Recorded information —
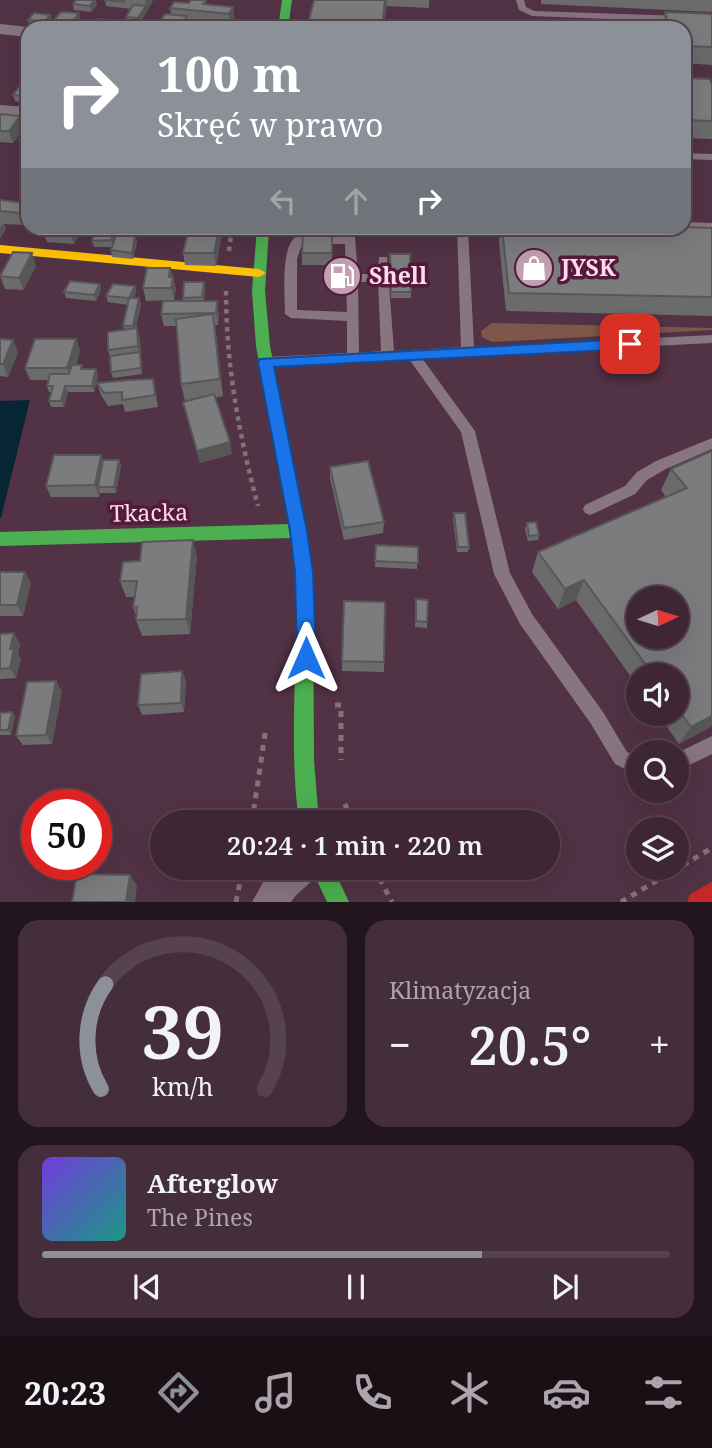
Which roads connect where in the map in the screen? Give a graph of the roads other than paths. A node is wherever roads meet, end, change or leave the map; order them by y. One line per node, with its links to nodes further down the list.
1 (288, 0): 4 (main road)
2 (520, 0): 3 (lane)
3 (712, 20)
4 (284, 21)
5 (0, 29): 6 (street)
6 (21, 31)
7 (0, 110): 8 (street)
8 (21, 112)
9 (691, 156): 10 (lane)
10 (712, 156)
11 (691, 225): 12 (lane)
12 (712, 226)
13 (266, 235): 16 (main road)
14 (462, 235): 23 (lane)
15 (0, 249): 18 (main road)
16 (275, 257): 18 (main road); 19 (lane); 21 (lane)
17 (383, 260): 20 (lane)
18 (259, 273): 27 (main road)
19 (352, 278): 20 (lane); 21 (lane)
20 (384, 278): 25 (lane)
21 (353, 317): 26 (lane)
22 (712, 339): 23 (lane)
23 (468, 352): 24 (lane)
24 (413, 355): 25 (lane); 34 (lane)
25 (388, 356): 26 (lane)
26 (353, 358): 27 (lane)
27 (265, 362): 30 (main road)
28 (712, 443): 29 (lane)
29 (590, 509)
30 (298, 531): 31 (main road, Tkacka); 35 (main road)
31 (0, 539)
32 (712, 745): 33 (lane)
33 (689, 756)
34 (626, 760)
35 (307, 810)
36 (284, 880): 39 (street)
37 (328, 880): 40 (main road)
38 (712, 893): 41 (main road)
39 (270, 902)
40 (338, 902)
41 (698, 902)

Task —
Set down every record exactly, without the pictures.

Solution —
Which roads connect where in the map in the screen? Give a graph of the roads other than paths. A node is wherever roads meet, end, change or leave the map; order them by y. One line per node, with its links to nodes further down the list.
1 (288, 0): 4 (main road)
2 (520, 0): 3 (lane)
3 (712, 20)
4 (284, 21)
5 (0, 29): 6 (street)
6 (21, 31)
7 (0, 110): 8 (street)
8 (21, 112)
9 (691, 156): 10 (lane)
10 (712, 156)
11 (691, 225): 12 (lane)
12 (712, 226)
13 (266, 235): 16 (main road)
14 (462, 235): 23 (lane)
15 (0, 249): 18 (main road)
16 (275, 257): 18 (main road); 19 (lane); 21 (lane)
17 (383, 260): 20 (lane)
18 (259, 273): 27 (main road)
19 (352, 278): 20 (lane); 21 (lane)
20 (384, 278): 25 (lane)
21 (353, 317): 26 (lane)
22 (712, 339): 23 (lane)
23 (468, 352): 24 (lane)
24 (413, 355): 25 (lane); 34 (lane)
25 (388, 356): 26 (lane)
26 (353, 358): 27 (lane)
27 (265, 362): 30 (main road)
28 (712, 443): 29 (lane)
29 (590, 509)
30 (298, 531): 31 (main road, Tkacka); 35 (main road)
31 (0, 539)
32 (712, 745): 33 (lane)
33 (689, 756)
34 (626, 760)
35 (307, 810)
36 (284, 880): 39 (street)
37 (328, 880): 40 (main road)
38 (712, 893): 41 (main road)
39 (270, 902)
40 (338, 902)
41 (698, 902)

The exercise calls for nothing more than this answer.